The probe was prompted by a complaint to state authorities about gambling at the condo complex, including penny-ante poker, $5 bingo nights and mahjong games with King and her friends, Bernice Diamond, Lee Delnick and Helen Greenspan, a Holocaust survivor.

Mahjong, a game of Chinese origin, is played with a set of 144 tiles featuring Chinese characters and symbols.

"My neurologist, Dr. Oppenheim, said it's very good for the brain," said King, who's been playing for 70 years.

 

The gambling gripe was forwarded to Altamonte Springs police, who dispatched a detective to nose around the clubhouse where a leaflet, taped to the door, announced Friday night "horse racing" — a game in which a dice roll decides how fast your pony runs.

The note advised players to bring small bills.

Police provided the condo board with a copy of Florida's gaming statute, which allows "mah-jongg" as well as pinochle, bridge, rummy, canasta, hearts and dominoes — but forbids soliciting participants "by advertising in any form..." That apparently includes leaflets taped to clubhouse doors.

But police ultimately decided the small-stake games were harmless. They apologized, said Bob Burnett, president of the condominium association's governing board.

"A complaint was made and they had to check it out," he said.

But the condo board, unnerved by the police visit, immediately closed the clubhouse to all games where money might change hands, including Frank Muscarella's poker games — "We play for pennies," he said — and the grandmas' mahjong.

"It was just until we were sure we were doing everything right," Burnett said.

The state law says penny-ante games are legal as long as the winning pot doesn't exceed $10.

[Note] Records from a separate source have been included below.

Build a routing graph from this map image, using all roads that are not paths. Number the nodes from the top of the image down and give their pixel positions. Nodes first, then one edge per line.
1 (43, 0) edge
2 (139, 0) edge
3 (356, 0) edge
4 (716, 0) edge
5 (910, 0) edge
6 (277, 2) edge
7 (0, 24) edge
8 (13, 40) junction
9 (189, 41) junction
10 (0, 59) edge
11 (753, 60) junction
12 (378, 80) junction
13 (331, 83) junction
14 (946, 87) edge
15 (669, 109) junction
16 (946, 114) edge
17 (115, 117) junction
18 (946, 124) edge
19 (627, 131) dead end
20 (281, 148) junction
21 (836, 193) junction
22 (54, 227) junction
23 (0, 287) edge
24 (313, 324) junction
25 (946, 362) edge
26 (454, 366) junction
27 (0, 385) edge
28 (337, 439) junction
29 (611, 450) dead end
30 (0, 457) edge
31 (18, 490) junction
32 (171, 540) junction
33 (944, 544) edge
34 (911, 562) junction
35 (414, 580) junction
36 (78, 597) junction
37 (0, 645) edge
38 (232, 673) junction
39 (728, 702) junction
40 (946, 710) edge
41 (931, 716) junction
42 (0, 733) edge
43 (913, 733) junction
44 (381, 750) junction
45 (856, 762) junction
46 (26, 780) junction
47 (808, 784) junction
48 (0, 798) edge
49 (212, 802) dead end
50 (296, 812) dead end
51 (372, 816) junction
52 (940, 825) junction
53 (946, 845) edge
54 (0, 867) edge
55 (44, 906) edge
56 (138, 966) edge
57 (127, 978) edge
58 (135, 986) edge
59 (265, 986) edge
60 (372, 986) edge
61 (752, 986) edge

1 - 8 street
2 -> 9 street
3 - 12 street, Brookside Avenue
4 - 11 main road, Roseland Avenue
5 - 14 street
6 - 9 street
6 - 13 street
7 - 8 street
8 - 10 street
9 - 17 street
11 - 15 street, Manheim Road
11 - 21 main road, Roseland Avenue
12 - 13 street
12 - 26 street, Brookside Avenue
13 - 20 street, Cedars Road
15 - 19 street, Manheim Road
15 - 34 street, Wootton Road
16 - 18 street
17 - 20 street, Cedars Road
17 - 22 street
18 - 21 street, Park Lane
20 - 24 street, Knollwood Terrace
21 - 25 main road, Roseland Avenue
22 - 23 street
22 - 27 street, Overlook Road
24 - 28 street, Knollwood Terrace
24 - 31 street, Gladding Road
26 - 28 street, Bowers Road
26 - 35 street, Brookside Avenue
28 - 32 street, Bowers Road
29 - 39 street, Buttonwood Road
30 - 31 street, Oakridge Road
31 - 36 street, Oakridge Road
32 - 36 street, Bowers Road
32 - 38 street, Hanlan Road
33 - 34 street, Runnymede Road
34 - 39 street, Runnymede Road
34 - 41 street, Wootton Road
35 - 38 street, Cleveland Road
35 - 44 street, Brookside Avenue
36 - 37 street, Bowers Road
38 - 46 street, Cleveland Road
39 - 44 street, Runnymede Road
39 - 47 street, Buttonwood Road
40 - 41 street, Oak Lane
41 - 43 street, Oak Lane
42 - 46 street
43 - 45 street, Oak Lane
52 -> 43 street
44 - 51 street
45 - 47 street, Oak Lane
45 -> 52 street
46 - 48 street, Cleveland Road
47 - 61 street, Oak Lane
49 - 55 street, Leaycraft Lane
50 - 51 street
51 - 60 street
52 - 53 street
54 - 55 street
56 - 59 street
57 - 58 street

King said neither she nor any of her friends have ever been arrested for anything, but they suddenly felt like outlaws.

They tried to take their game underground, away from prying eyes.

King said they held one game at Bernice Diamond's house in Longwood, but she got lost on the drive back home.

She fretted the condo board's ban would not only interrupt the weekly games but break-up her gang.

"It's hard to keep a group like this together. Someone's always got to go to the doctor, someone's always sick. We're all old. We're all on the brink," she said, laughing.

Her daughter, Joanne Kane of Longwood, was upset her mom couldn't play her favorite game in the community where she has lived for 13 years.

"I want my mom every day to have a good day," she said. "The money isn't the point of the game for them. The most they can lose even on their worst
day is $4. It's more of a social thing, a reason to get out of the house. They have a ball together."

News of the gambling crackdown appeared on "Heritage," a Florida-based Jewish news site. The story has since been picked up by the web-based Huffington Post and The Times of Israel, an international news site for Jews.

The women suddenly were famous international gamblers.

King said a friend kiddingly told her, "My daughter says I can't play with you anymore."

As it turns out, the grandmothers' game was legal and the controversy made them feel young again.

"If nothing else, we've gotten a big laugh out of it," King said.